- _Exercise goal_: The following data is to be repeated exactly, its pictures excluded.

++++++++++

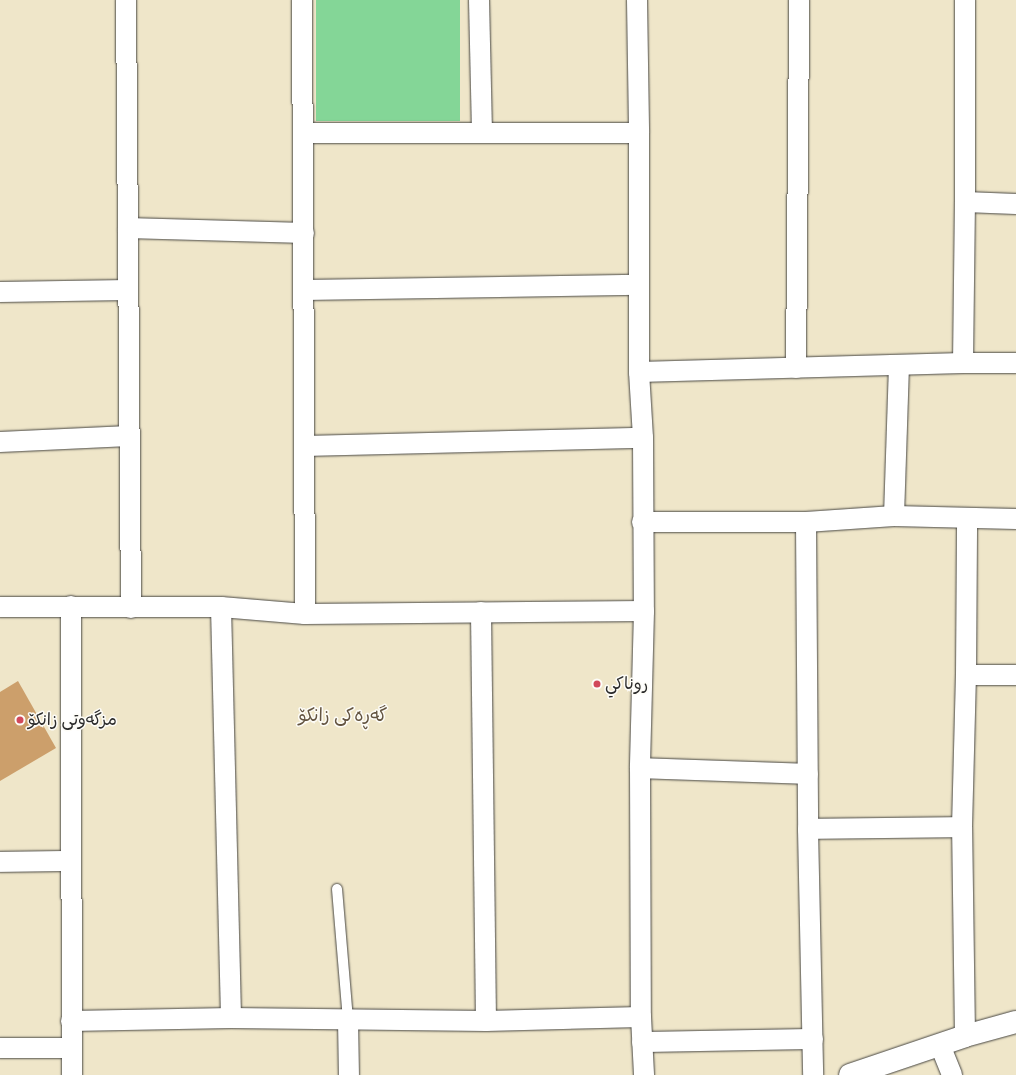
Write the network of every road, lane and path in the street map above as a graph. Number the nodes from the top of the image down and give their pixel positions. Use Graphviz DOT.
graph roads {
  1 [pos="126,0"];
  2 [pos="302,0"];
  3 [pos="479,0"];
  4 [pos="637,0"];
  5 [pos="799,0"];
  6 [pos="965,0"];
  7 [pos="482,132"];
  8 [pos="303,133"];
  9 [pos="639,133"];
  10 [pos="966,202"];
  11 [pos="1016,204"];
  12 [pos="128,228"];
  13 [pos="304,233"];
  14 [pos="639,285"];
  15 [pos="128,290"];
  16 [pos="304,290"];
  17 [pos="0,292"];
  18 [pos="963,363"];
  19 [pos="1016,363"];
  20 [pos="900,366"];
  21 [pos="796,368"];
  22 [pos="639,372"];
  23 [pos="129,436"];
  24 [pos="642,438"];
  25 [pos="0,442"];
  26 [pos="304,446"];
  27 [pos="894,516"];
  28 [pos="967,519"];
  29 [pos="1016,519"];
  30 [pos="642,522"];
  31 [pos="806,522"];
  32 [pos="71,606"];
  33 [pos="0,607"];
  34 [pos="221,607"];
  35 [pos="130,608"];
  36 [pos="644,611"];
  37 [pos="481,612"];
  38 [pos="305,614"];
  39 [pos="1016,675"];
  40 [pos="966,676"];
  41 [pos="640,768"];
  42 [pos="808,774"];
  43 [pos="962,827"];
  44 [pos="808,829"];
  45 [pos="71,861"];
  46 [pos="0,862"];
  47 [pos="337,889"];
  48 [pos="641,1017"];
  49 [pos="231,1018"];
  50 [pos="348,1020"];
  51 [pos="71,1021"];
  52 [pos="486,1021"];
  53 [pos="1016,1022"];
  54 [pos="965,1036"];
  55 [pos="812,1039"];
  56 [pos="642,1042"];
  57 [pos="940,1044"];
  58 [pos="0,1048"];
  59 [pos="71,1048"];
  60 [pos="72,1075"];
  61 [pos="349,1075"];
  62 [pos="644,1075"];
  63 [pos="813,1075"];
  64 [pos="850,1075"];
  65 [pos="952,1075"];
  1 -- 12 [label="street"];
  2 -- 8 [label="street"];
  3 -- 7 [label="street"];
  4 -- 9 [label="street"];
  5 -- 21 [label="street"];
  6 -- 10 [label="street"];
  7 -- 8 [label="street"];
  7 -- 9 [label="street"];
  8 -- 13 [label="street"];
  9 -- 14 [label="street"];
  10 -- 11 [label="street"];
  10 -- 18 [label="street"];
  12 -- 13 [label="street"];
  12 -- 15 [label="street"];
  13 -- 16 [label="street"];
  14 -- 16 [label="street"];
  14 -- 22 [label="street"];
  15 -- 17 [label="street"];
  15 -- 23 [label="street"];
  16 -- 26 [label="street"];
  18 -- 19 [label="street"];
  18 -- 20 [label="street"];
  20 -- 21 [label="street"];
  20 -- 27 [label="street"];
  21 -- 22 [label="street"];
  22 -- 24 [label="street"];
  23 -- 25 [label="street"];
  23 -- 35 [label="street"];
  24 -- 26 [label="street"];
  24 -- 30 [label="street"];
  26 -- 38 [label="street"];
  27 -- 28 [label="street"];
  27 -- 31 [label="street"];
  28 -- 29 [label="street"];
  28 -- 40 [label="street"];
  30 -- 31 [label="street"];
  30 -- 36 [label="street"];
  31 -- 42 [label="street"];
  32 -- 33 [label="street"];
  32 -- 35 [label="street"];
  32 -- 45 [label="street"];
  34 -- 35 [label="street"];
  34 -- 38 [label="street"];
  34 -- 49 [label="street"];
  36 -- 37 [label="street"];
  36 -- 41 [label="street"];
  37 -- 38 [label="street"];
  37 -- 52 [label="street"];
  39 -- 40 [label="street"];
  40 -- 43 [label="street"];
  41 -- 42 [label="street"];
  41 -- 48 [label="street"];
  42 -- 44 [label="street"];
  43 -- 44 [label="street"];
  43 -- 54 [label="street"];
  44 -- 55 [label="street"];
  45 -- 46 [label="street"];
  45 -- 51 [label="street"];
  47 -- 50 [label="lane"];
  48 -- 52 [label="street"];
  48 -- 56 [label="street"];
  49 -- 50 [label="street"];
  49 -- 51 [label="street"];
  50 -- 52 [label="street"];
  50 -- 61 [label="street"];
  51 -- 59 [label="street"];
  53 -- 54 [label="street"];
  54 -- 57 [label="street"];
  55 -- 56 [label="street"];
  55 -- 63 [label="street"];
  56 -- 62 [label="street"];
  57 -- 64 [label="street"];
  57 -- 65 [label="street"];
  58 -- 59 [label="street"];
  59 -- 60 [label="street"];
}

++++++++++

- _Response to the exercise_:
Write the network of every road, lane and path in the street map above as a graph. Number the nodes from the top of the image down and give their pixel positions. Use Graphviz DOT.
graph roads {
  1 [pos="126,0"];
  2 [pos="302,0"];
  3 [pos="479,0"];
  4 [pos="637,0"];
  5 [pos="799,0"];
  6 [pos="965,0"];
  7 [pos="482,132"];
  8 [pos="303,133"];
  9 [pos="639,133"];
  10 [pos="966,202"];
  11 [pos="1016,204"];
  12 [pos="128,228"];
  13 [pos="304,233"];
  14 [pos="639,285"];
  15 [pos="128,290"];
  16 [pos="304,290"];
  17 [pos="0,292"];
  18 [pos="963,363"];
  19 [pos="1016,363"];
  20 [pos="900,366"];
  21 [pos="796,368"];
  22 [pos="639,372"];
  23 [pos="129,436"];
  24 [pos="642,438"];
  25 [pos="0,442"];
  26 [pos="304,446"];
  27 [pos="894,516"];
  28 [pos="967,519"];
  29 [pos="1016,519"];
  30 [pos="642,522"];
  31 [pos="806,522"];
  32 [pos="71,606"];
  33 [pos="0,607"];
  34 [pos="221,607"];
  35 [pos="130,608"];
  36 [pos="644,611"];
  37 [pos="481,612"];
  38 [pos="305,614"];
  39 [pos="1016,675"];
  40 [pos="966,676"];
  41 [pos="640,768"];
  42 [pos="808,774"];
  43 [pos="962,827"];
  44 [pos="808,829"];
  45 [pos="71,861"];
  46 [pos="0,862"];
  47 [pos="337,889"];
  48 [pos="641,1017"];
  49 [pos="231,1018"];
  50 [pos="348,1020"];
  51 [pos="71,1021"];
  52 [pos="486,1021"];
  53 [pos="1016,1022"];
  54 [pos="965,1036"];
  55 [pos="812,1039"];
  56 [pos="642,1042"];
  57 [pos="940,1044"];
  58 [pos="0,1048"];
  59 [pos="71,1048"];
  60 [pos="72,1075"];
  61 [pos="349,1075"];
  62 [pos="644,1075"];
  63 [pos="813,1075"];
  64 [pos="850,1075"];
  65 [pos="952,1075"];
  1 -- 12 [label="street"];
  2 -- 8 [label="street"];
  3 -- 7 [label="street"];
  4 -- 9 [label="street"];
  5 -- 21 [label="street"];
  6 -- 10 [label="street"];
  7 -- 8 [label="street"];
  7 -- 9 [label="street"];
  8 -- 13 [label="street"];
  9 -- 14 [label="street"];
  10 -- 11 [label="street"];
  10 -- 18 [label="street"];
  12 -- 13 [label="street"];
  12 -- 15 [label="street"];
  13 -- 16 [label="street"];
  14 -- 16 [label="street"];
  14 -- 22 [label="street"];
  15 -- 17 [label="street"];
  15 -- 23 [label="street"];
  16 -- 26 [label="street"];
  18 -- 19 [label="street"];
  18 -- 20 [label="street"];
  20 -- 21 [label="street"];
  20 -- 27 [label="street"];
  21 -- 22 [label="street"];
  22 -- 24 [label="street"];
  23 -- 25 [label="street"];
  23 -- 35 [label="street"];
  24 -- 26 [label="street"];
  24 -- 30 [label="street"];
  26 -- 38 [label="street"];
  27 -- 28 [label="street"];
  27 -- 31 [label="street"];
  28 -- 29 [label="street"];
  28 -- 40 [label="street"];
  30 -- 31 [label="street"];
  30 -- 36 [label="street"];
  31 -- 42 [label="street"];
  32 -- 33 [label="street"];
  32 -- 35 [label="street"];
  32 -- 45 [label="street"];
  34 -- 35 [label="street"];
  34 -- 38 [label="street"];
  34 -- 49 [label="street"];
  36 -- 37 [label="street"];
  36 -- 41 [label="street"];
  37 -- 38 [label="street"];
  37 -- 52 [label="street"];
  39 -- 40 [label="street"];
  40 -- 43 [label="street"];
  41 -- 42 [label="street"];
  41 -- 48 [label="street"];
  42 -- 44 [label="street"];
  43 -- 44 [label="street"];
  43 -- 54 [label="street"];
  44 -- 55 [label="street"];
  45 -- 46 [label="street"];
  45 -- 51 [label="street"];
  47 -- 50 [label="lane"];
  48 -- 52 [label="street"];
  48 -- 56 [label="street"];
  49 -- 50 [label="street"];
  49 -- 51 [label="street"];
  50 -- 52 [label="street"];
  50 -- 61 [label="street"];
  51 -- 59 [label="street"];
  53 -- 54 [label="street"];
  54 -- 57 [label="street"];
  55 -- 56 [label="street"];
  55 -- 63 [label="street"];
  56 -- 62 [label="street"];
  57 -- 64 [label="street"];
  57 -- 65 [label="street"];
  58 -- 59 [label="street"];
  59 -- 60 [label="street"];
}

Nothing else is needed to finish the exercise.